Yaş meselesi hafife alınacak basit bir mesele değil. Eğer insanlar olumsuzlukların sebebinin yaşlılık olduğuna bir inanırlarsa çok ciddî sorunlar yaşamaya başlarlar. Çünkü yaşlanma edilgen, pasif bir süreçtir. Şuraya bir çöp de koysanız, insan da koysanız, yıllar geçer. Yaşlanmayı sorun ve sıkıntıların sebebi ilân etmek herkesi pasifize eder. Hâlbuki sorunların sebebinin arkasında yatan hakikat çok farklıdır. Yaş ile ilgili şahsen kabul ettiğim bakış açısı şu: Biz doğduğumuzda, Dünya’nın Güneş etrafında dönmesini saymaya başlamışlar. İlk döndüğünde, bana “Bir yaşındasın” demişler, 6 defa döndüğünde ilkokula yazdırmışlar, 18 kere döndüğünde “Artık sen, yapıp ettiklerinden sorumlusun!” demişler, 20 kere döndüğünde erkek olduğumdan askere çağırmışlar, 40 defa dönünce de “Şu bu renk elbiseleri giyme, yaşına (Dünya’nın Güneş etrafında dönme sayısına) göre giyin” demişler… 65’ten fazla dönünce ise bir sözleşme yapacağımda doktor raporu isteyecekler.

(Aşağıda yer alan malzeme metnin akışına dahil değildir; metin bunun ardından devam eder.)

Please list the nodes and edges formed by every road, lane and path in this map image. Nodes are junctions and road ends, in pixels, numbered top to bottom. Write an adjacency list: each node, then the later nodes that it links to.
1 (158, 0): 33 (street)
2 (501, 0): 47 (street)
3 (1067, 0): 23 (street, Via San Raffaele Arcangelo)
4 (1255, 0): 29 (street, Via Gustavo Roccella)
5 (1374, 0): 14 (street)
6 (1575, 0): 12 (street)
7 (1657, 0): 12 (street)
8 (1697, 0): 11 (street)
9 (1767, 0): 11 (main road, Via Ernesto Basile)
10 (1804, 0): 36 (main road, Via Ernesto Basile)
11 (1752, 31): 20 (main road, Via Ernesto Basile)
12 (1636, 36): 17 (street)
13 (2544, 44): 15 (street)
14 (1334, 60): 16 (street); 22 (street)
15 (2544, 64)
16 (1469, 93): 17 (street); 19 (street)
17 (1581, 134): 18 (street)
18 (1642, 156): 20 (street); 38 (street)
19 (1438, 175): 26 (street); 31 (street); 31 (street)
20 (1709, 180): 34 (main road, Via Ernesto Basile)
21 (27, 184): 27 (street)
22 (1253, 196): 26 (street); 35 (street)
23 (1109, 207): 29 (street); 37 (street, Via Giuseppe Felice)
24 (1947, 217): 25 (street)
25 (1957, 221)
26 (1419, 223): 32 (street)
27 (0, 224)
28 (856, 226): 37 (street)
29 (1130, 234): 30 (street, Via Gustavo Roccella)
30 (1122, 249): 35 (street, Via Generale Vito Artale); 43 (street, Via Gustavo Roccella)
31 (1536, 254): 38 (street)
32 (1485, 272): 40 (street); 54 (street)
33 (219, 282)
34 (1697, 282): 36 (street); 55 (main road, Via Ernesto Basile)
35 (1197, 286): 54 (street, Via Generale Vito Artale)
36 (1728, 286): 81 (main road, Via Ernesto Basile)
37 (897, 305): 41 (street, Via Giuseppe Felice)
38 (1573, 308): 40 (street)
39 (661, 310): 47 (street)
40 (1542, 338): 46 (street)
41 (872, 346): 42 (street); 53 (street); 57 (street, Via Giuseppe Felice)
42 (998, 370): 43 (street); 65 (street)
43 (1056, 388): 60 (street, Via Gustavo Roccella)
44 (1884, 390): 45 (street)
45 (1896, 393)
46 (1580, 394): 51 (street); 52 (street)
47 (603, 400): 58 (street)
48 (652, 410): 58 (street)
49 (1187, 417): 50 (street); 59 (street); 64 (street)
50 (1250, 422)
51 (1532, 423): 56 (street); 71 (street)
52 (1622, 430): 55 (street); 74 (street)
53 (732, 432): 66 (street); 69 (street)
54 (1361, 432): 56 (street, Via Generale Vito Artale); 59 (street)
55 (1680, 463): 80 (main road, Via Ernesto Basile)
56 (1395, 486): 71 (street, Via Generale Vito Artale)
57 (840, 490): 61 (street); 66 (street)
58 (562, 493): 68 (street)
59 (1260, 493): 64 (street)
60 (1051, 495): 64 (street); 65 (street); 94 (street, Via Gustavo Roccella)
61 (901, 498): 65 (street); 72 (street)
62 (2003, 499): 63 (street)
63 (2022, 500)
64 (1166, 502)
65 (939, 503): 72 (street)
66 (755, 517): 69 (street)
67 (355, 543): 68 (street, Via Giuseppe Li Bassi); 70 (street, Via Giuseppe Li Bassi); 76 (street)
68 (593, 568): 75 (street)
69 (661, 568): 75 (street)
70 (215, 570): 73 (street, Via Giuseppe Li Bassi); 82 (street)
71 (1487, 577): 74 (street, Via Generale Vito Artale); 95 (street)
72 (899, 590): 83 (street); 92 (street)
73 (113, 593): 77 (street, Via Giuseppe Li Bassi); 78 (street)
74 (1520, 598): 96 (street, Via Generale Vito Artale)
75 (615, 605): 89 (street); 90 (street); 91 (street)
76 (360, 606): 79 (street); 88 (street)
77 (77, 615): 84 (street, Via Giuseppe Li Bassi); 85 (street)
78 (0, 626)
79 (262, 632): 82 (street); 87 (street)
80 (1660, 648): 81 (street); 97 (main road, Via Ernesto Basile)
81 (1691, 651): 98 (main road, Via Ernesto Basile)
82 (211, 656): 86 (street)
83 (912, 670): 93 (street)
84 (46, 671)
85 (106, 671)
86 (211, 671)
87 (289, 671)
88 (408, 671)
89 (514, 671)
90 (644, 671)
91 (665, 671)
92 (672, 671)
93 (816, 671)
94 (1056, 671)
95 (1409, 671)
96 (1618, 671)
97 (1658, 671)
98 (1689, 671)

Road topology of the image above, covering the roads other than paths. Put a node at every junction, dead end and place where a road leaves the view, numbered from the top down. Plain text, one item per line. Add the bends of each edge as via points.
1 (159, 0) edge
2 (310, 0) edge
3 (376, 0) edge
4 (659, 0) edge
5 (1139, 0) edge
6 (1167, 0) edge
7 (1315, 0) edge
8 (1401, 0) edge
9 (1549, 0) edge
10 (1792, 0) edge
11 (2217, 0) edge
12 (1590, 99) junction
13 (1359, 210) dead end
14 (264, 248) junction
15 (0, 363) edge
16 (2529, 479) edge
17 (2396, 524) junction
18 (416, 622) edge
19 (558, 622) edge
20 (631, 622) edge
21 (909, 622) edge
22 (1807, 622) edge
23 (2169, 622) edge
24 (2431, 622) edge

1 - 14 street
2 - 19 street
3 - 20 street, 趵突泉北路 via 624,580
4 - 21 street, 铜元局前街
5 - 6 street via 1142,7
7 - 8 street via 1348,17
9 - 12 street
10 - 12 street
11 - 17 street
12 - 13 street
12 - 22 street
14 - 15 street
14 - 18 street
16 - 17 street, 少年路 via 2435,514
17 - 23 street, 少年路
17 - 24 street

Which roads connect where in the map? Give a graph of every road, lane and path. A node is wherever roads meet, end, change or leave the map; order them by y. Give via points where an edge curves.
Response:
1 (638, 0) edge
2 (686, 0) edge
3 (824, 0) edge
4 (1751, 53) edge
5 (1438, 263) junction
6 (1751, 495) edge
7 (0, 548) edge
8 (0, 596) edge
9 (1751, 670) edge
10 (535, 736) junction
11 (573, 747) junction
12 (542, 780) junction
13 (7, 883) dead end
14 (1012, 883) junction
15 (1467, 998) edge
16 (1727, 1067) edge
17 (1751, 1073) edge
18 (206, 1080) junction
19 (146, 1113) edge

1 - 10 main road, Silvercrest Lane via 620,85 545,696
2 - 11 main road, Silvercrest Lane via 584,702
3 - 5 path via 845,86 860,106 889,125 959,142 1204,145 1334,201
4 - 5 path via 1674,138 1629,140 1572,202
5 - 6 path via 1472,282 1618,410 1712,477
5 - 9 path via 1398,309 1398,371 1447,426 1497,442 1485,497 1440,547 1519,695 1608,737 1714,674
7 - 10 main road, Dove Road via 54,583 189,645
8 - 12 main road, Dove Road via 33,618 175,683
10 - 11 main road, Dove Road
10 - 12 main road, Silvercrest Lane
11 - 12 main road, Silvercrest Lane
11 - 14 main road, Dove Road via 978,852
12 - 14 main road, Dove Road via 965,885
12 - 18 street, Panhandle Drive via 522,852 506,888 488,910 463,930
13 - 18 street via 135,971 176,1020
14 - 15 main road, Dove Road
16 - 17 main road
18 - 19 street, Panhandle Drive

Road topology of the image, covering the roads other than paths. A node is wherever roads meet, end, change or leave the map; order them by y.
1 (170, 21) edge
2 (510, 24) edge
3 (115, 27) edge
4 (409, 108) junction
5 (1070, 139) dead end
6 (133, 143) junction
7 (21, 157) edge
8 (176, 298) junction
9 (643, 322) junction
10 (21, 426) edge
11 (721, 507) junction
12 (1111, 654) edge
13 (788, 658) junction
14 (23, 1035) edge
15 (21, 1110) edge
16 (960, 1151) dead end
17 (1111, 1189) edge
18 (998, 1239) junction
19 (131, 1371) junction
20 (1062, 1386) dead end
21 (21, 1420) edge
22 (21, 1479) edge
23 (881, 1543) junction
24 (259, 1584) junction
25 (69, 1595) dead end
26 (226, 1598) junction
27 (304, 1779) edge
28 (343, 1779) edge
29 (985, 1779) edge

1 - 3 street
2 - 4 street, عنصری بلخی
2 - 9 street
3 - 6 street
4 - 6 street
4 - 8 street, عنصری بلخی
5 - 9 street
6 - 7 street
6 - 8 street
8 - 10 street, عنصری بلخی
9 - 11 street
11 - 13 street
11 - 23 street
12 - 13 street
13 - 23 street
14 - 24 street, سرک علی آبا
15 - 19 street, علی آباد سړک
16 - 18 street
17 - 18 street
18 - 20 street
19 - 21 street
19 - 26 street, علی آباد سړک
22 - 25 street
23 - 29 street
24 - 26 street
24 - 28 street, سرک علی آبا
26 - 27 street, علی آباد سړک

Dönme sayısının şahıslara göre etkisinin farklı olduğu durumlar yok değil. Meselâ ülkeyi yönetenler için bu 65 kere dönme olayı farklı sonuç verir. 65 yaşından büyüksen ve ülke yönetiyorsan senden rapor istenmez. Yani her türlü sözleşmeyi raporsuz imzalayabilirsin. Şimdi dönen Dünya aynı, etrafında dönülen Güneş aynı, o zaman bu durum ne?
Bu konudaki son sözü şöyle söyleyelim: Zamanın yaratılış hikmeti, bize şekil versin, kendi zafiyetlerimizi örtsün diye değil, işimizi gücümüzü doğru plânlayabilelim diyedir.